STUDY MATERIAL:
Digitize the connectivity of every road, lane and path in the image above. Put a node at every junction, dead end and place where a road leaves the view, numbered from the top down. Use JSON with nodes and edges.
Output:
* * *
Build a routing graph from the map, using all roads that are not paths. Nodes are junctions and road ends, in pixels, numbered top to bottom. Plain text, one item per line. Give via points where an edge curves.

TRY IT:
Please report all lines in the entries where "numbered" appears.

EXERCISE ANSWER:
Digitize the connectivity of every road, lane and path in the image above. Put a node at every junction, dead end and place where a road leaves the view, numbered from the top down. Use JSON with nodes and edges.
Build a routing graph from the map, using all roads that are not paths. Nodes are junctions and road ends, in pixels, numbered top to bottom. Plain text, one item per line. Give via points where an edge curves.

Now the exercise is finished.